3.       COMMENCEMENT DATE. Effective as of the Effective Date, Section 1.A.4 of
         the Lease shall be deleted in its entirety and the following inserted
         in lieu thereof:

         "4.      The "Commencement Date," "Lease Term" and "Termination Date"
                  shall have the meanings set forth in subsection l.A.4.a. below
                  or subsection l.A.4.b. below (delete one):

                  a.       The "Lease Term" shall mean a period of one hundred
                           twenty (120) months commencing on the Commencement
                           Date, provided if the Commencement Date does not
                           occur on the first day of a calendar month, the Lease
                           Term shall automatically be extended by the number of
                           days in the period beginning on the Commencement Date
                           and ending on the last day of the month in which the
                           Commencement Date occurs. For purposes hereof, the
                           Commencement Date shall mean (i) with respect to the
                           Initial Space, the date on which Landlord delivers
                           the Initial Space to Tenant free from occupancy by
                           (x) NationsCredit Commercial Corporation ("Nations"),
                           the existing tenant in the Second Floor Space; (y)
                           Coopers, the existing tenant in Space A or (z) other
                           party; and (ii) with respect to Space B, the date on
                           which Landlord delivers Space B to Tenant free from
                           occupancy by Coopers, the existing tenant in Space B,
                           or any other party. The "Termination Date" shall,
                           unless sooner terminated as provided herein, mean the
                           last day of the Lease Term.
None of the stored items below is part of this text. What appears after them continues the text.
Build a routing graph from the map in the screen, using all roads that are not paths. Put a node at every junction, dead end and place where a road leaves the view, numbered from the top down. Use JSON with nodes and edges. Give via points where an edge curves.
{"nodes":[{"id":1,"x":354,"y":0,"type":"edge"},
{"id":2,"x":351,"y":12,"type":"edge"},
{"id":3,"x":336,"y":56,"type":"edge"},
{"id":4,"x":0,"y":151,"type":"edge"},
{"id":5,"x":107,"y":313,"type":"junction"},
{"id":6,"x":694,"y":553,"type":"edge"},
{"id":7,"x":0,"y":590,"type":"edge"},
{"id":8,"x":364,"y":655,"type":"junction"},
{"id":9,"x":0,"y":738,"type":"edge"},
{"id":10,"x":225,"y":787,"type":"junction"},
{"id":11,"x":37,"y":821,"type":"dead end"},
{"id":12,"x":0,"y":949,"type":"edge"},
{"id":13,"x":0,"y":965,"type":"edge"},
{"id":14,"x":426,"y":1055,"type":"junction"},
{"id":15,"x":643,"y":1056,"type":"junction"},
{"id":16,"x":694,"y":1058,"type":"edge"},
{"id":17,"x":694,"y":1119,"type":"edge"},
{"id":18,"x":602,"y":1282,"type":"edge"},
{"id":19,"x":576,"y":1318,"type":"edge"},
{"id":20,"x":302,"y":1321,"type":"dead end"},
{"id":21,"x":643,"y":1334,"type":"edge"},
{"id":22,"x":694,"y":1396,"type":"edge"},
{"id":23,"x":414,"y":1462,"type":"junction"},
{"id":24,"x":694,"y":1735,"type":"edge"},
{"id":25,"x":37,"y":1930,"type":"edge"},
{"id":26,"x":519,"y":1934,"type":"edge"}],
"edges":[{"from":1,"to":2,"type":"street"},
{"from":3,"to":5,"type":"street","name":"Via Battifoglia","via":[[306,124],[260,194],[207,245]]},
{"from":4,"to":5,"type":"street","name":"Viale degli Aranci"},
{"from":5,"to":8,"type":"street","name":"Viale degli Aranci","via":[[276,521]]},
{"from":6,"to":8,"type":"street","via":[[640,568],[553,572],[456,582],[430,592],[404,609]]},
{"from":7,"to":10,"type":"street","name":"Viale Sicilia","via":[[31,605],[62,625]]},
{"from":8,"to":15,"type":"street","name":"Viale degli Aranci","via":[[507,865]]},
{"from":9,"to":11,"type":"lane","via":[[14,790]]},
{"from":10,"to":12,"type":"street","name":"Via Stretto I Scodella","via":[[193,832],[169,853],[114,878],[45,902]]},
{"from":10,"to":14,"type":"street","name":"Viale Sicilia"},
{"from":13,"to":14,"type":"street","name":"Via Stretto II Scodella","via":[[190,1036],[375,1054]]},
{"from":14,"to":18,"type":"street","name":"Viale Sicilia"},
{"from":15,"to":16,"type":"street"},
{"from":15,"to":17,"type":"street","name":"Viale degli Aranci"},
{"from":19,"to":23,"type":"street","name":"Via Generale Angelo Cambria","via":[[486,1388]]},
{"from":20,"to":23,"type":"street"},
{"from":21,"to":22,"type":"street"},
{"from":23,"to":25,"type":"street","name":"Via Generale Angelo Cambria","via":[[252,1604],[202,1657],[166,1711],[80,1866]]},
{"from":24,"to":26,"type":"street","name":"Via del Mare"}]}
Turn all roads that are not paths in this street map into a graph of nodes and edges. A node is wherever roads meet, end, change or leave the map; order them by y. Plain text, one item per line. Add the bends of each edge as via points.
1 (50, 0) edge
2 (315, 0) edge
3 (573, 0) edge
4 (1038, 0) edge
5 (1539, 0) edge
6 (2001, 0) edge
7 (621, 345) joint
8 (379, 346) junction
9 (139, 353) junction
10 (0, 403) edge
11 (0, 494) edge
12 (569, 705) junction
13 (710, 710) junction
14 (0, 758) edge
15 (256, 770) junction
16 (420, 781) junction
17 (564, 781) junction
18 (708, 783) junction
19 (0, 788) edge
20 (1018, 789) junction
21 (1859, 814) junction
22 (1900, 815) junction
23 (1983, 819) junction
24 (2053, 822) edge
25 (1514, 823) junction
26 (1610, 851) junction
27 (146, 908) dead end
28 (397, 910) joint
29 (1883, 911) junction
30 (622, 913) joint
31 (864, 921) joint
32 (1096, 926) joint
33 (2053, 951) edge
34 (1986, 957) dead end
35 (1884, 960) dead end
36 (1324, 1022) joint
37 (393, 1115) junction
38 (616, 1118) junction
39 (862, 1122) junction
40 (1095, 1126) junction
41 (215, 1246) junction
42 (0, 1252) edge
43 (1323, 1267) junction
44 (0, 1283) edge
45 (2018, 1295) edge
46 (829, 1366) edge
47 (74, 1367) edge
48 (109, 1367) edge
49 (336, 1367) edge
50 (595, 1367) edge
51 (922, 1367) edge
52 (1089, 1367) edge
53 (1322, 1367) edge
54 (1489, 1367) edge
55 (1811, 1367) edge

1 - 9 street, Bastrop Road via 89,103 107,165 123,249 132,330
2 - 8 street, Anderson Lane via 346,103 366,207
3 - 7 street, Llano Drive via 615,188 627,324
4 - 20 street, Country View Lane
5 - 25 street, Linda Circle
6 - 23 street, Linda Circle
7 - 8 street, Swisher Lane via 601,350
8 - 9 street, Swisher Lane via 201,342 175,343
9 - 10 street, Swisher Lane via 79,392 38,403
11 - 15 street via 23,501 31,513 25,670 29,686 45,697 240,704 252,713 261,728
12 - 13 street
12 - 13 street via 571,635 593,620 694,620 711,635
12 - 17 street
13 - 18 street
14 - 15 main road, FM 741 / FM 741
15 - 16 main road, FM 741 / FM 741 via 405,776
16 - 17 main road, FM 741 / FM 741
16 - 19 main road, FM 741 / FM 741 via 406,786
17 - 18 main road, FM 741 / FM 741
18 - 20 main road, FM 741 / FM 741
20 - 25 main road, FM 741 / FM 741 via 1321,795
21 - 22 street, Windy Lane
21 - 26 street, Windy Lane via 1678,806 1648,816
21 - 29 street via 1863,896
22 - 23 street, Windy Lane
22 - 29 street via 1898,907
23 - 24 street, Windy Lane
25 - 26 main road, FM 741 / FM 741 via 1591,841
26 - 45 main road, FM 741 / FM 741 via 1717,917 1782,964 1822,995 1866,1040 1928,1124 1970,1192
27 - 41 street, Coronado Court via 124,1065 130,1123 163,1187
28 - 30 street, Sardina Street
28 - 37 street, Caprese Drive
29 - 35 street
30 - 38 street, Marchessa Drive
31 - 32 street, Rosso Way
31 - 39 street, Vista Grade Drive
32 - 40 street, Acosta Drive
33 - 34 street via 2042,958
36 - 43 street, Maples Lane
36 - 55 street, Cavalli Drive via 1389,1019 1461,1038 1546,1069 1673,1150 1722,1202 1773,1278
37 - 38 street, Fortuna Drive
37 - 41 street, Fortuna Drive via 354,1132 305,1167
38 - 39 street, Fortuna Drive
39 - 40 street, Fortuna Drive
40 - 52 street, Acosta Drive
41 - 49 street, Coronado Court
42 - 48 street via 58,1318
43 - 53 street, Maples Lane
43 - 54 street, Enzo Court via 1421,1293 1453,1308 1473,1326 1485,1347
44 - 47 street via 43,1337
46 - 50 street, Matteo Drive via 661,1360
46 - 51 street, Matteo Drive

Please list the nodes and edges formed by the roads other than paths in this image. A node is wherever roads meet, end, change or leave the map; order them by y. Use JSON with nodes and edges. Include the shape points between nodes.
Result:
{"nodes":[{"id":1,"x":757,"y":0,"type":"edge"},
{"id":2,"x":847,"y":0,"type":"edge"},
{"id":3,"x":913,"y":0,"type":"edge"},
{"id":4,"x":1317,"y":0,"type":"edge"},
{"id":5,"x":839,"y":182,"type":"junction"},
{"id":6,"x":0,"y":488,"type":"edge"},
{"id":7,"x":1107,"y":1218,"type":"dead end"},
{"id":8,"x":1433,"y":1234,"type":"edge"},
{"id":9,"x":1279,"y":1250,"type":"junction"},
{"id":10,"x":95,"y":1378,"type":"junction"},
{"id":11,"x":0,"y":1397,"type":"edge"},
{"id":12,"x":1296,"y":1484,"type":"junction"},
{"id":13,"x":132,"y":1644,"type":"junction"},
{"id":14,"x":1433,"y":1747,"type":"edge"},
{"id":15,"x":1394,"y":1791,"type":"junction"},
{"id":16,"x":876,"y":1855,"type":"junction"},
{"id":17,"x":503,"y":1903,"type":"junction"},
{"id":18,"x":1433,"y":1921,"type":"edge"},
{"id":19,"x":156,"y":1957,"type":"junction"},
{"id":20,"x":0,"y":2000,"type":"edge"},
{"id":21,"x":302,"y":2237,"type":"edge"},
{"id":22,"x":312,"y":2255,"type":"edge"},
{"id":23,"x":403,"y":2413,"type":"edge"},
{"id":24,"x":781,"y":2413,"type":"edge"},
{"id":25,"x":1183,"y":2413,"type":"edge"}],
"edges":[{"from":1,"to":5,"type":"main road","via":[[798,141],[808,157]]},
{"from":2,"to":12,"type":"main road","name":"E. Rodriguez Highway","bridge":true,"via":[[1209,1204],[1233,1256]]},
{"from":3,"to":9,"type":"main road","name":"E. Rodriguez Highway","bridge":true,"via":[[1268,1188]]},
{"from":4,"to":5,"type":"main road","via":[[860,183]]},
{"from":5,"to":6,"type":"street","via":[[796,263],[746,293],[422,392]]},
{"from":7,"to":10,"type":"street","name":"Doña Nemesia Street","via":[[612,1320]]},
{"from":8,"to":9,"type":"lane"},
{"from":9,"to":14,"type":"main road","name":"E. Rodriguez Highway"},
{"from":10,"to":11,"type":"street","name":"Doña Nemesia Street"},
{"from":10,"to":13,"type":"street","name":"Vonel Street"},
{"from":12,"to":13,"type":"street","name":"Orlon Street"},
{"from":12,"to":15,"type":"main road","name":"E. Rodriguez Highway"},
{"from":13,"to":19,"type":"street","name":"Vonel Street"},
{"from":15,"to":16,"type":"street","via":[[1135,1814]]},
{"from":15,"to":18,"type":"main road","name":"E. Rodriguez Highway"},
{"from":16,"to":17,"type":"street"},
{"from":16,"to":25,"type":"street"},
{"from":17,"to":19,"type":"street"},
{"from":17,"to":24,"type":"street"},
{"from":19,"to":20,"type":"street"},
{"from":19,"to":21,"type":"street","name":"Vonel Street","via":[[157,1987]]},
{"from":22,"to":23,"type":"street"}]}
                           Tenant acknowledges that Nations is currently leasing
                           the Second Floor Space pursuant to the terms of a
                           lease (the "Nations Lease") that is currently
                           scheduled to expire on September 16, 1998. Landlord
                           agrees to use good faith efforts to negotiate an
                           agreement with Nations pursuant to which the Nations
                           Lease would terminate prior to its scheduled
                           expiration date. Tenant also acknowledges that
                           Coopers is currently leasing the Third Floor Space
                           pursuant to the terms of the Coopers Lease, which
                           lease is currently scheduled to expire on November
                           17, 1998.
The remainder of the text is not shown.